Честертон показывает, что христианство логично, но в рамках такой логики (она называется диалектикой), где взаимоисключающие (вроде бы) тезисы оказываются одинаково истинными и необходимыми для дальнейшего развития мысли.
Все помнят это рассуждение Честертона: Церковь критикуют за противоположные вещи, но это только означает, что истина жизни сама по себе такова, она является сочетанием того, что миру кажется несочетаемым. «Церковь не только сохранила несовместимые на первый взгляд вещи — она довела их до накала, который в миру ведом разве что анархистам». Но для меня в пору моего неофитства была важна не столько диалектичность христианского богословия, сколько «противоречивость» ее бытия в мире, ее социального измерения.
«Сила христианской этики в том, что она открыла нам новое равновесие. Язычество — как мраморная колонна; оно стоит прямо, ибо оно пропорционально и симметрично. Христианство — огромная, причудливая скала: кажется, тронешь ее — и упадет, а она стоит тысячи лет, ибо огромные выступы уравновешивают друг друга. В готическом храме все колонны разные и все нужны. Святой Фома Беккет носил власяницу под золотой и пурпурной парчой, и ему была польза от власяницы, окружающим — от парчи; наши миллионеры являют другим мрачный траур, а золото держат у сердца. Не всегда равновесие — в одном человеке, часто оно во всем теле Церкви. Монах предавался молитве и посту в северных снегах — и южные города могли украшать себя цветами. Пустынник пил воду в песках Сирии — и крестьяне могли пить сидр в английских садах. Христианский мир удивительней и сложней языческой империи. Так, Амьенский собор не лучше, а сложней и удивительней Парфенона».
Но что из этого следует на практике? Что с этого лично мне?
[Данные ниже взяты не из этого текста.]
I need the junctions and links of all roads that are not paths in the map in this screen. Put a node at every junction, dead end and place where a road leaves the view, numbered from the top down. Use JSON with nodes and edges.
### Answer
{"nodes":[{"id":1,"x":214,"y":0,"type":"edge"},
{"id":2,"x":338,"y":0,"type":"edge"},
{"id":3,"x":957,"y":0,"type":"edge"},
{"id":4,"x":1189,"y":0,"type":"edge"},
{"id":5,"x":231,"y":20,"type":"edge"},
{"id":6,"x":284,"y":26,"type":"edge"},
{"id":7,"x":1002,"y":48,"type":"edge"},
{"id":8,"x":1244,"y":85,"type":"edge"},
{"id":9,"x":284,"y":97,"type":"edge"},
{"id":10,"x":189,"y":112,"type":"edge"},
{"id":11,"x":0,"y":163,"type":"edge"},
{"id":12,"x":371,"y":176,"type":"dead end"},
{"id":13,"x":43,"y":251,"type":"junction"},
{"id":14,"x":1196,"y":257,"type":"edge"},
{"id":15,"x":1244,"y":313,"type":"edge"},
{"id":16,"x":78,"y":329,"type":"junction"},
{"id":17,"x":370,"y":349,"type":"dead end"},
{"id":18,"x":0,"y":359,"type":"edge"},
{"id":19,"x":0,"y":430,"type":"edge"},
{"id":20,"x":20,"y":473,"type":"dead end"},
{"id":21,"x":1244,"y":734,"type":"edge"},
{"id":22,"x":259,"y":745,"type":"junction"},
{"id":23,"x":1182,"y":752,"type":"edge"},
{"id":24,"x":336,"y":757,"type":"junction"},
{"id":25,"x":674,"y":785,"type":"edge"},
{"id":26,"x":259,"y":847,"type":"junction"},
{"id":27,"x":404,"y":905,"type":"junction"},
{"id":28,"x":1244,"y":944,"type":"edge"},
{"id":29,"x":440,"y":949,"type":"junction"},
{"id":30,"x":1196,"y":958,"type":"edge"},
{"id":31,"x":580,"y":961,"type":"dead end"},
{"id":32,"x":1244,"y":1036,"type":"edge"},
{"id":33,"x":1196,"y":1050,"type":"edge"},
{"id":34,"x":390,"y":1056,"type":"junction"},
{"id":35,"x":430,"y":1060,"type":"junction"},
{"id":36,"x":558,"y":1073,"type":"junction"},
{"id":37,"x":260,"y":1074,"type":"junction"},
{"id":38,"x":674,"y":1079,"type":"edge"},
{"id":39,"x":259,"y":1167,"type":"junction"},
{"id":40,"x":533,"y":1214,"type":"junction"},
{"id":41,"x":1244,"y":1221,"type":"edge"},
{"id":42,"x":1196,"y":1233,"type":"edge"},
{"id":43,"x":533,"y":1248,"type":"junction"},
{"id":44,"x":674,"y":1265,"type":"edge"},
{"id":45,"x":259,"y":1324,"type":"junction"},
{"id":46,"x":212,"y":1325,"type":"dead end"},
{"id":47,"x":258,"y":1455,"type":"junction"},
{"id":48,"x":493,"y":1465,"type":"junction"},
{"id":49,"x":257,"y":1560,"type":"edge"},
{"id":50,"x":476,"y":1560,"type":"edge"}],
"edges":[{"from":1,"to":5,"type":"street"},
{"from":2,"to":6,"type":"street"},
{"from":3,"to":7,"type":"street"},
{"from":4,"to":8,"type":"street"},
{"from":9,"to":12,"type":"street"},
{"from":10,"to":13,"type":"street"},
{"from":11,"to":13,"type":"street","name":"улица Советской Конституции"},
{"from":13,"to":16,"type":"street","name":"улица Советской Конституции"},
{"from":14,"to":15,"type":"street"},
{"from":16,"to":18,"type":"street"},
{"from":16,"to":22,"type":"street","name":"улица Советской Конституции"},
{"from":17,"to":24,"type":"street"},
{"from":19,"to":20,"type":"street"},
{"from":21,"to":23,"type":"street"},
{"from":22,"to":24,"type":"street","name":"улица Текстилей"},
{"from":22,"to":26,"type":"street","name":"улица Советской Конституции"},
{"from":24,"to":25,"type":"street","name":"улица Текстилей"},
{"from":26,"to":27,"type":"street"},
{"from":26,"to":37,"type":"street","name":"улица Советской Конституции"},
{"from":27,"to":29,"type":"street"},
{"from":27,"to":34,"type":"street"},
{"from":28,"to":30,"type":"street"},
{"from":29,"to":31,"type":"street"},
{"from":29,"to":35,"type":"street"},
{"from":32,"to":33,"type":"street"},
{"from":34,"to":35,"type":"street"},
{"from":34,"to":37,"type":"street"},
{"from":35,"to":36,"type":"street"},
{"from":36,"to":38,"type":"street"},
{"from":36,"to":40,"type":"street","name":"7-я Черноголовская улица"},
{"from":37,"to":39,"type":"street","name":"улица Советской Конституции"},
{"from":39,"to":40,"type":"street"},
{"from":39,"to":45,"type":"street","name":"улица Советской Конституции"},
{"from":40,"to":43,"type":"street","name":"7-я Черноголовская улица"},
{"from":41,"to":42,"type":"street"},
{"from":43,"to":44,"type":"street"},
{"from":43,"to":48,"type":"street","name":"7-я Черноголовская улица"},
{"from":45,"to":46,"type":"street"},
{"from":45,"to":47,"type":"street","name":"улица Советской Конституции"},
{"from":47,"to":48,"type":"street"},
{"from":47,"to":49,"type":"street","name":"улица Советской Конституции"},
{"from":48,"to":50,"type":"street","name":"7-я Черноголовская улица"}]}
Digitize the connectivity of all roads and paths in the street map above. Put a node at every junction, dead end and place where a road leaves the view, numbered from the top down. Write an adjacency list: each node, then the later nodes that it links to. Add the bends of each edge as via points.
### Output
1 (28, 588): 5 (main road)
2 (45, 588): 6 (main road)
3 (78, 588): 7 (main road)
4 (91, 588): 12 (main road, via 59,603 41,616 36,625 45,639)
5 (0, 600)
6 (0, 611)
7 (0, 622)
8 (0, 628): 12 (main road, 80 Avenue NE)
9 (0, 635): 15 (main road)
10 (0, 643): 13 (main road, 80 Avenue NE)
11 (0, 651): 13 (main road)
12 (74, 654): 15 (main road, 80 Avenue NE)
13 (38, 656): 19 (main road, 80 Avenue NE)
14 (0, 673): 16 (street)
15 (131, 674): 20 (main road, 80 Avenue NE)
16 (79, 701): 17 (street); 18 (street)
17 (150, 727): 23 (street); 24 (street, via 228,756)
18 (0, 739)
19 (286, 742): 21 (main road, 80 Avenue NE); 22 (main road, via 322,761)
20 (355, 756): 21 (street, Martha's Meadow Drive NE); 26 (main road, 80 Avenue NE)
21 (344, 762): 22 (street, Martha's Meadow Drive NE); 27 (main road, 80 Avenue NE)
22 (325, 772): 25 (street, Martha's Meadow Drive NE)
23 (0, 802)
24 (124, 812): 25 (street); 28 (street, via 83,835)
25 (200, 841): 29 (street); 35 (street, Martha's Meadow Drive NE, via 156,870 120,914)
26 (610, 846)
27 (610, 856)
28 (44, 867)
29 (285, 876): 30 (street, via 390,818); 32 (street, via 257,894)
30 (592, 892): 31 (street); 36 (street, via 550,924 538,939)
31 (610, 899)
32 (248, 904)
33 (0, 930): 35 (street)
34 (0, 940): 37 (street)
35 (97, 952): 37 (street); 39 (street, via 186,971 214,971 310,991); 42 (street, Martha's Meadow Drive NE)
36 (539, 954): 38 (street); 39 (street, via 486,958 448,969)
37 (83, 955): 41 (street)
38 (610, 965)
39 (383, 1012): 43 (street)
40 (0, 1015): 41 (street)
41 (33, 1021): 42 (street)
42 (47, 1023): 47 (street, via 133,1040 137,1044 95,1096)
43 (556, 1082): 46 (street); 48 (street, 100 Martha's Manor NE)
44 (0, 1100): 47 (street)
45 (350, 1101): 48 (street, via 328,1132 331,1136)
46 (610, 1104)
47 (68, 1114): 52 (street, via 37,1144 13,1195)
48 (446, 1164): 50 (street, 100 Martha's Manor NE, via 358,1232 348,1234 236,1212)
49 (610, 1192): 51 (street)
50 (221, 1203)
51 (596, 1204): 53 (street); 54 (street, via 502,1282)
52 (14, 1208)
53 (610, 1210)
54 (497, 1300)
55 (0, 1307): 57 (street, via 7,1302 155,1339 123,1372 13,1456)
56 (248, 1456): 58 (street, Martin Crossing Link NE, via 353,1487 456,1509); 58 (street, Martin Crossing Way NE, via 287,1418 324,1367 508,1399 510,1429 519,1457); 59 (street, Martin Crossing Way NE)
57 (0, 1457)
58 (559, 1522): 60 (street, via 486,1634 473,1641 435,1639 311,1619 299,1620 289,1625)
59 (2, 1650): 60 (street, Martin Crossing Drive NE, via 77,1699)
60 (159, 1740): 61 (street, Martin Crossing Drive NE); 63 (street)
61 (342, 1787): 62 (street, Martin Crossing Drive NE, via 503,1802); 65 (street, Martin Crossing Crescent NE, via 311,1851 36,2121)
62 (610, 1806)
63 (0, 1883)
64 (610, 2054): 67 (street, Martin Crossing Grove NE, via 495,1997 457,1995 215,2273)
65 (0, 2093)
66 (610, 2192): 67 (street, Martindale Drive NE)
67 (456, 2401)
А то, что выбор образа жизни для христианина — это не выбор из двух буридановых пунктов, это многообразие вариантов, это конструирование, проектирование жизни, где входящих бесконечное количество, а переменная только одна — Христос.
Неофитское умонастроение, будучи разновидностью интеллектуального упрощения, существенно сужает мир христианина, ограничивает его социальное пространство. «Тесные врата» — речь ведь идет об уникальности христианской истины и не-относительности понятий добра и зла — трактуются в том смысле, что эта уникальная истина и эти не-относительные понятия могут быть осуществлены в очень узком социальном коридоре — в общине, христианской семье, монастыре. Подобный подход еще как невротизирует, еще как повергает в отчаяние, и вовремя, в молодости, понять его неправильность, губительность — дорогого стоит.
Честертон — не Святой Отец. Вероятно, он не во всем прав. Еще более вероятно, что я неправильно понимаю, в чем он прав, а в чем нет. Дело не в этом. А в том, что его книги спасают, лечат конкретные психологические травмы, причиненные неожиданно поменявшимся, сломавшимся мировоззрением.
Мировоззрение может быть сколько угодно правильным. Человек (например, я) может быть сколько угодно умным и даже не совсем уж порочным. Но христианство очень уж требовательно — оно хочет не только интеллектуального принятия его, не только одобрения, но и пересмотра (если не перемены) жизненной практики. Жить как раньше не получается, а как жить — непонятно. Именно в этот момент, в час духовного уныния, Бог может послать хорошего друга, умного учителя или просто правильную книжку — например, книжку близорукого и полноватого лондонского писателя.